Getting Started#
Building rapidsmpf from source is recommended when running nightly/upstream versions, since dependencies on non-ABI-stable libraries (e.g., pylibcudf) could cause temporary breakage leading to issues such as segmentation faults. Stable versions can be installed from conda or pip packages.
Build from Source#
Clone rapidsmpf and install the dependencies in a conda environment:
git clone https://github.com/rapidsai/rapidsmpf.git
cd rapidsmpf
# Choose an environment file that matches your system.
mamba env create --name rapidsmpf-dev --file conda/environments/all_cuda-131_arch-$(uname -m).yaml
# Build
./build.sh
Debug Build#
Debug builds can be produced by adding the -g flag:
./build.sh -g
AddressSanitizer-Enabled Build#
Enabling the AddressSanitizer
is also possible with the --asan flag:
./build.sh -g --asan
C++ code built with AddressSanitizer should simply work, but there are caveats for CUDA
and Python code.

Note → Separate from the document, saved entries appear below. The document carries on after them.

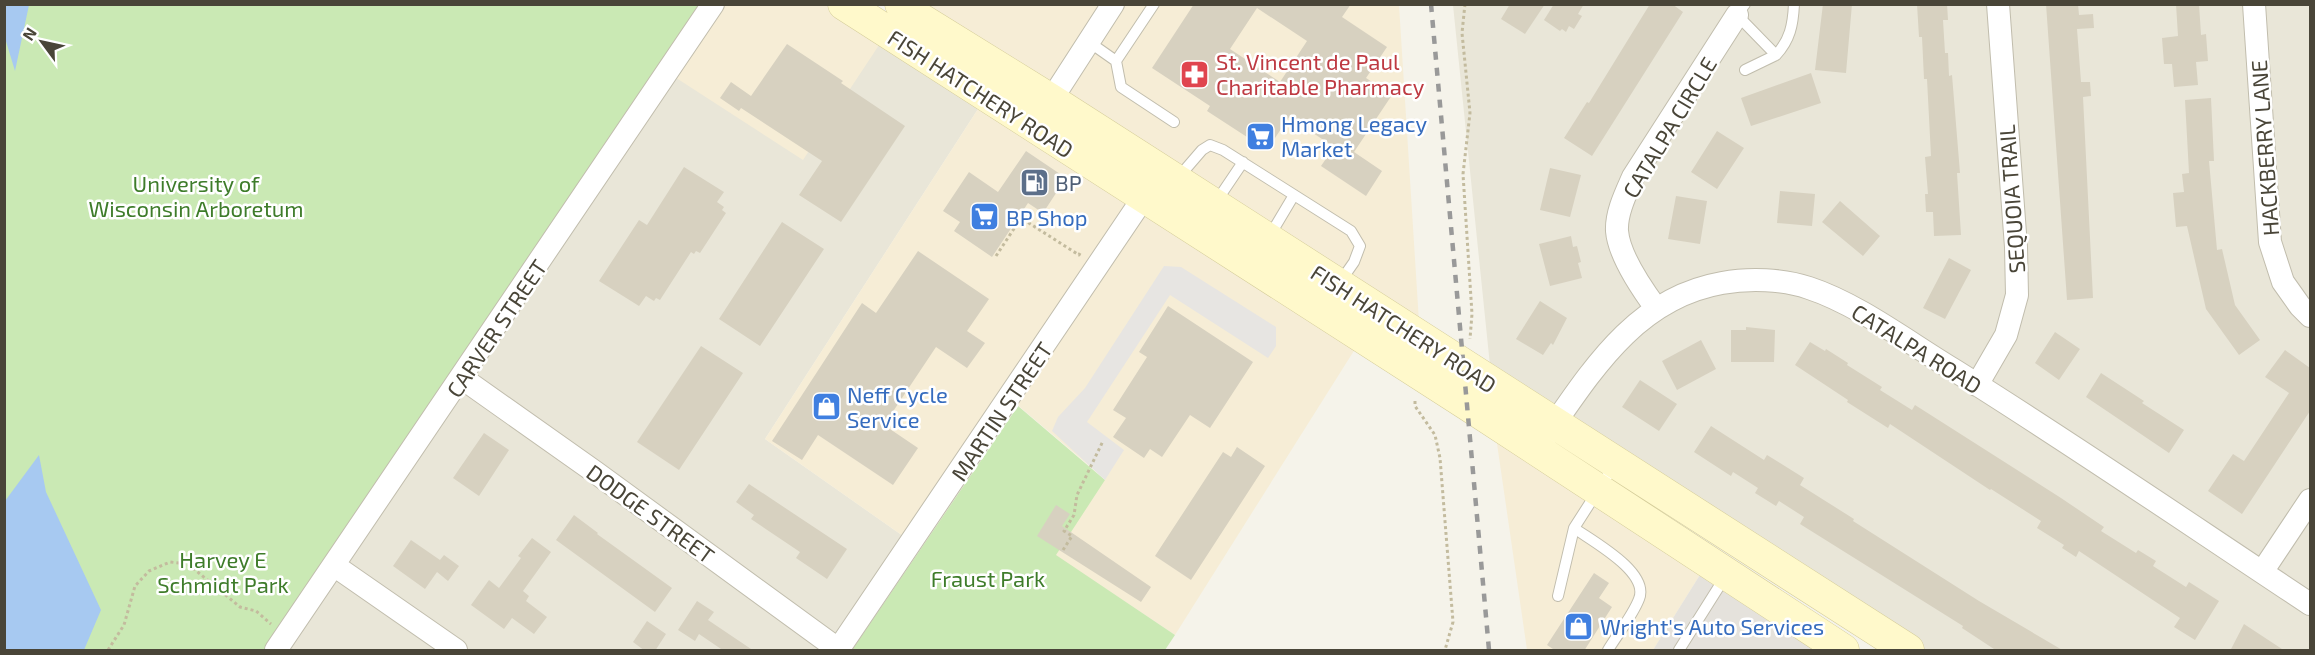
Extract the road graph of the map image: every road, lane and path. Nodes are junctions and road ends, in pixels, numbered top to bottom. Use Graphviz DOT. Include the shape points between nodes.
graph roads {
  1 [pos="713,4"];
  2 [pos="844,4"];
  3 [pos="901,4"];
  4 [pos="1113,4"];
  5 [pos="1154,4"];
  6 [pos="1465,4"];
  7 [pos="1794,4"];
  8 [pos="1998,4"];
  9 [pos="2254,4"];
  10 [pos="1741,10"];
  11 [pos="1089,42"];
  12 [pos="1776,55"];
  13 [pos="1116,61"];
  14 [pos="1745,70"];
  15 [pos="1043,113"];
  16 [pos="1174,122"];
  17 [pos="1243,162"];
  18 [pos="1168,176"];
  19 [pos="1294,195"];
  20 [pos="1144,198"];
  21 [pos="1214,205"];
  22 [pos="1268,240"];
  23 [pos="1085,246"];
  24 [pos="996,256"];
  25 [pos="1338,285"];
  26 [pos="1656,308"];
  27 [pos="2310,316"];
  28 [pos="1470,341"];
  29 [pos="462,378"];
  30 [pos="1977,385"];
  31 [pos="1414,396"];
  32 [pos="1546,438"];
  33 [pos="1102,441"];
  34 [pos="1615,464"];
  35 [pos="1598,490"];
  36 [pos="2310,500"];
  37 [pos="1574,528"];
  38 [pos="1063,550"];
  39 [pos="335,566"];
  40 [pos="2262,572"];
  41 [pos="1726,574"];
  42 [pos="1558,596"];
  43 [pos="2310,604"];
  44 [pos="281,643"];
  45 [pos="838,650"];
  46 [pos="1681,650"];
  47 [pos="108,651"];
  48 [pos="456,651"];
  49 [pos="1445,651"];
  50 [pos="1608,651"];
  51 [pos="1842,651"];
  52 [pos="1908,651"];
  1 -- 29 [label="street, CARVER STREET"];
  2 -- 15 [label="main road, FISH HATCHERY ROAD"];
  3 -- 15 [label="main road, FISH HATCHERY ROAD"];
  4 -- 11 [label="street"];
  5 -- 13 [label="lane"];
  6 -- 28 [label="path" via="1462,33 1470,113 1463,174 1472,314"];
  7 -- 12 [label="lane" via="1791,32"];
  8 -- 30 [label="street, SEQUOIA TRAIL" via="2017,295 2006,335"];
  9 -- 27 [label="street, HACKBERRY LANE" via="2270,242 2283,282"];
  10 -- 12 [label="lane"];
  10 -- 26 [label="street, CATALPA CIRCLE" via="1633,177 1622,202 1617,232 1637,281"];
  11 -- 13 [label="lane"];
  11 -- 15 [label="street"];
  12 -- 14 [label="lane"];
  13 -- 16 [label="lane" via="1121,87"];
  15 -- 18 [label="main road, FISH HATCHERY ROAD"];
  15 -- 20 [label="main road, FISH HATCHERY ROAD"];
  17 -- 18 [label="lane" via="1210,146"];
  17 -- 19 [label="lane"];
  17 -- 21 [label="lane"];
  18 -- 20 [label="street, MARTIN STREET"];
  18 -- 21 [label="main road, FISH HATCHERY ROAD"];
  19 -- 22 [label="lane"];
  19 -- 25 [label="lane" via="1351,231 1360,246"];
  20 -- 32 [label="main road, FISH HATCHERY ROAD"];
  20 -- 45 [label="street, MARTIN STREET"];
  21 -- 22 [label="main road, FISH HATCHERY ROAD"];
  22 -- 25 [label="main road, FISH HATCHERY ROAD"];
  23 -- 24 [label="path" via="1078,255 1021,218"];
  25 -- 32 [label="main road, FISH HATCHERY ROAD"];
  26 -- 30 [label="street, CATALPA ROAD" via="1682,294 1722,282 1766,280 1808,288 1849,305"];
  26 -- 32 [label="street, CATALPA ROAD" via="1623,334 1598,362"];
  29 -- 39 [label="street, CARVER STREET"];
  29 -- 45 [label="street, DODGE STREET"];
  30 -- 40 [label="street, CATALPA ROAD"];
  31 -- 49 [label="path" via="1415,406 1435,435 1440,458 1453,622"];
  32 -- 34 [label="main road, FISH HATCHERY ROAD"];
  32 -- 35 [label="main road, FISH HATCHERY ROAD"];
  33 -- 38 [label="path" via="1064,531 1072,536"];
  34 -- 35 [label="lane"];
  34 -- 52 [label="main road, FISH HATCHERY ROAD"];
  35 -- 37 [label="lane"];
  35 -- 41 [label="main road, FISH HATCHERY ROAD"];
  36 -- 40 [label="street"];
  37 -- 42 [label="lane"];
  37 -- 50 [label="lane" via="1620,561 1635,575 1641,588 1640,598"];
  39 -- 44 [label="street, CARVER STREET"];
  39 -- 48 [label="street"];
  40 -- 43 [label="street, CATALPA ROAD"];
  41 -- 46 [label="lane"];
  41 -- 51 [label="main road, FISH HATCHERY ROAD"];
  44 -- 47 [label="path" via="256,611 240,607 188,564 171,562 148,571 135,586 124,625"];
}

Any CUDA code executing with AddressSanitizer requires
protect_shadow_gap=0, which can be set via an environment variable:
ASAN_OPTIONS=protect_shadow_gap=0
On the other hand, Python may require LD_PRELOAD to be set so that the AddressSanitizer
is loaded before Python. On a conda environment, for example, there is usually a
$CONDA_PREFIX/lib/libasan.so, and thus the application may be launched as follows:
LD_PRELOAD=$CONDA_PREFIX/lib/libasan.so python ...

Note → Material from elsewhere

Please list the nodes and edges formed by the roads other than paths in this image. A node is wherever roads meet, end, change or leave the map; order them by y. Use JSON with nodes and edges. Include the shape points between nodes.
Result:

Python applications using CUDA will require setting both environment variables described above.
MPI#
Run the test suite using MPI:
# When using OpenMPI, we need to enable CUDA support.
export OMPI_MCA_opal_cuda_support=1
# Run the suite using two MPI processes.
mpirun -np 2 cpp/build/gtests/mpi_tests
# Alternatively
cd cpp/build && ctest -R mpi_tests_2
We can also run the shuffle benchmark. To assign each MPI rank its own GPU, we use a binder script:
# The binder script requires numactl: mamba install numactl
wget https://raw.githubusercontent.com/LStuber/binding/refs/heads/master/binder.sh
chmod a+x binder.sh
mpirun -np 2 ./binder.sh cpp/build/benchmarks/bench_shuffle
UCX#
The UCX test suite uses MPI for bootstrapping, so UCX tests must be launched with
mpirun:
# Run the suite using two processes.
mpirun -np 2 cpp/build/gtests/ucxx_tests
rrun — Distributed Launcher#
RapidsMPF includes rrun, a lightweight launcher that eliminates the MPI dependency for
multi-GPU workloads. This is particularly useful for development, testing, and
environments where MPI is not available. See the
Streaming Engine documentation for more on the
programming model.
Single-Node Usage#
# Build rrun
cd cpp/build
cmake --build . --target rrun
# Launch 2 ranks on the local node
./tools/rrun -n 2 ./benchmarks/bench_comm -C ucxx -O all-to-all
# With verbose output and specific GPUs
./tools/rrun -v -n 4 -g 0,1,2,3 ./benchmarks/bench_comm -C ucxx
See C++ for the full C++ rrun and multi-GPU launch guide.